Dinner time followed a similar pattern as breakfast. Our kids are provided good food. In Africa, you do not find picky eaters. One thing we insist on is that the adults eat the same thing the kids eat. This is different than every other children’s
home we have seen and different from the practices in many Kenyan homes and schools. We believe that providing the same food to adults and children is important because, first of all, it assures that the kids are being given the best food that the home can afford. More importantly, it sends the children the fundamental message (which, sadly, is contrary to the messages they constantly get from other aspects of Kenyan society), that children are complete human beings, that they are valued.

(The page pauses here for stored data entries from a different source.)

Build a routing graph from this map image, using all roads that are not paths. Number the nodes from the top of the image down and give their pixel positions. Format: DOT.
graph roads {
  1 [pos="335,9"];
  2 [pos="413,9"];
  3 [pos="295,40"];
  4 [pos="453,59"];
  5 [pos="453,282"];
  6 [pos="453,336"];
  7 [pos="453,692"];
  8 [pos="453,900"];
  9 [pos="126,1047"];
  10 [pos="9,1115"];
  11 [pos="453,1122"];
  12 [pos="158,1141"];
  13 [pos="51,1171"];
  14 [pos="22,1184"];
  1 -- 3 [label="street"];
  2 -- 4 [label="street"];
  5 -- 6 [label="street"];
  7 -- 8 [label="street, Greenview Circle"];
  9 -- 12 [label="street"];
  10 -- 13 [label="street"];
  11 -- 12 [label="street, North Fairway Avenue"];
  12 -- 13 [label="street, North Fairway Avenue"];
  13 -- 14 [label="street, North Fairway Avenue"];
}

On two nights, I am called upon to barbecue. Judy manages to get pork ribs (rarely eaten in Kenya) one night and plump frozen chickens from Kisumu another. Several kids get involved in making the homemade barbecue sauce. We construct a makeshift grill from a pile of charcoal outlined by loose bricks and a rack from some long-gone appliance, with aluminum foil as a lid. I am surrounded by an audience of 20 fascinated kids and several adults. Brenda is off the night we do the ribs and misses the event. This gives Judy an excuse to make me do it all over again with the chicken. Brenda, despite her reservations about my cooking, enthusiastically approves the barbecued chicken.

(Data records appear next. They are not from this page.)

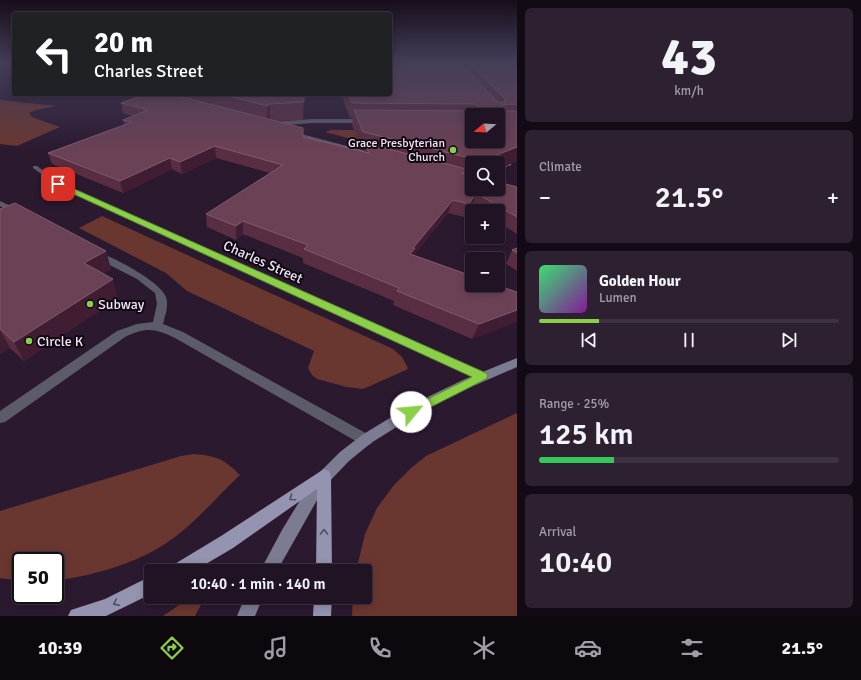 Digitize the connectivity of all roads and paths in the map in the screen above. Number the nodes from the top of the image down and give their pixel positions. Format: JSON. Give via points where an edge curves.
{"nodes":[{"id":1,"x":138,"y":96,"type":"edge"},
{"id":2,"x":158,"y":99,"type":"edge"},
{"id":3,"x":374,"y":121,"type":"edge"},
{"id":4,"x":372,"y":154,"type":"edge"},
{"id":5,"x":511,"y":164,"type":"edge"},
{"id":6,"x":35,"y":167,"type":"dead end"},
{"id":7,"x":505,"y":167,"type":"edge"},
{"id":8,"x":0,"y":203,"type":"edge"},
{"id":9,"x":28,"y":218,"type":"edge"},
{"id":10,"x":89,"y":251,"type":"edge"},
{"id":11,"x":157,"y":326,"type":"junction"},
{"id":12,"x":517,"y":362,"type":"edge"},
{"id":13,"x":482,"y":376,"type":"junction"},
{"id":14,"x":0,"y":418,"type":"edge"},
{"id":15,"x":366,"y":440,"type":"junction"},
{"id":16,"x":324,"y":476,"type":"junction"},
{"id":17,"x":191,"y":564,"type":"edge"},
{"id":18,"x":272,"y":564,"type":"edge"},
{"id":19,"x":324,"y":564,"type":"edge"},
{"id":20,"x":144,"y":588,"type":"edge"},
{"id":21,"x":251,"y":604,"type":"edge"},
{"id":22,"x":323,"y":604,"type":"edge"},
{"id":23,"x":77,"y":616,"type":"edge"},
{"id":24,"x":246,"y":616,"type":"edge"},
{"id":25,"x":322,"y":616,"type":"edge"}],
"edges":[{"from":1,"to":2,"type":"street"},
{"from":3,"to":4,"type":"street","via":[[312,121],[269,126]]},
{"from":5,"to":7,"type":"path"},
{"from":6,"to":13,"type":"street","name":"Charles Street","via":[[58,184]]},
{"from":8,"to":9,"type":"street"},
{"from":10,"to":11,"type":"street","via":[[154,286],[162,298]]},
{"from":11,"to":14,"type":"street","via":[[138,326],[122,334]]},
{"from":11,"to":15,"type":"street","via":[[179,335]]},
{"from":12,"to":13,"type":"main road"},
{"from":13,"to":15,"type":"main road","via":[[401,418]]},
{"from":15,"to":16,"type":"main road"},
{"from":16,"to":17,"type":"main road","one_way":true},
{"from":16,"to":18,"type":"main road"},
{"from":19,"to":16,"type":"main road","one_way":true},
{"from":20,"to":23,"type":"main road","one_way":true,"via":[[107,607]]},
{"from":21,"to":24,"type":"main road"},
{"from":22,"to":25,"type":"main road"}]}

Every night, by the time we are finishing dinner, the kids are assembled on the couches waiting for bedtime stories (“storytime”). When I am there, the privilege of reading the stories is reserved for me. No matter how long the day or how tired I am, I love storytime. Everybody is snuggled up together. Little kids sit on older kids’ laps. Kids jockey for position closest to Daddy. Even the college girls love storytime. Most of the kids probably do not understand most of the words, but that isn’t the point. On this visit, for the first time, older kids were reading some of the stories aloud along with me. This is one of the reasons we read bedtime stories. Great stuff. After a few stories, at least half of the kids are sound asleep. At the end of the last story, (usually “Goodnight Moon” of course), we sing:
You are my sunshine
My only sunshine
You make me happy when skies are gray
You’ll never know, dear
How much I love you
Please don’t take my sunshine away
The kids have added two verses, substituting “Daddy” and “Mommy” for the word “sunshine.”
Then there are hugs for everyone. Long, tight, heartfelt hugs.
Sometimes the adults have enough energy remaining to stay up and talk a bit.
Sometimes there is a hot shower. Sometimes a cold shower. Sometimes no shower, but using buckets and basins to bathe. Sometimes the water is hot. Sometimes not. It doesn’t matter.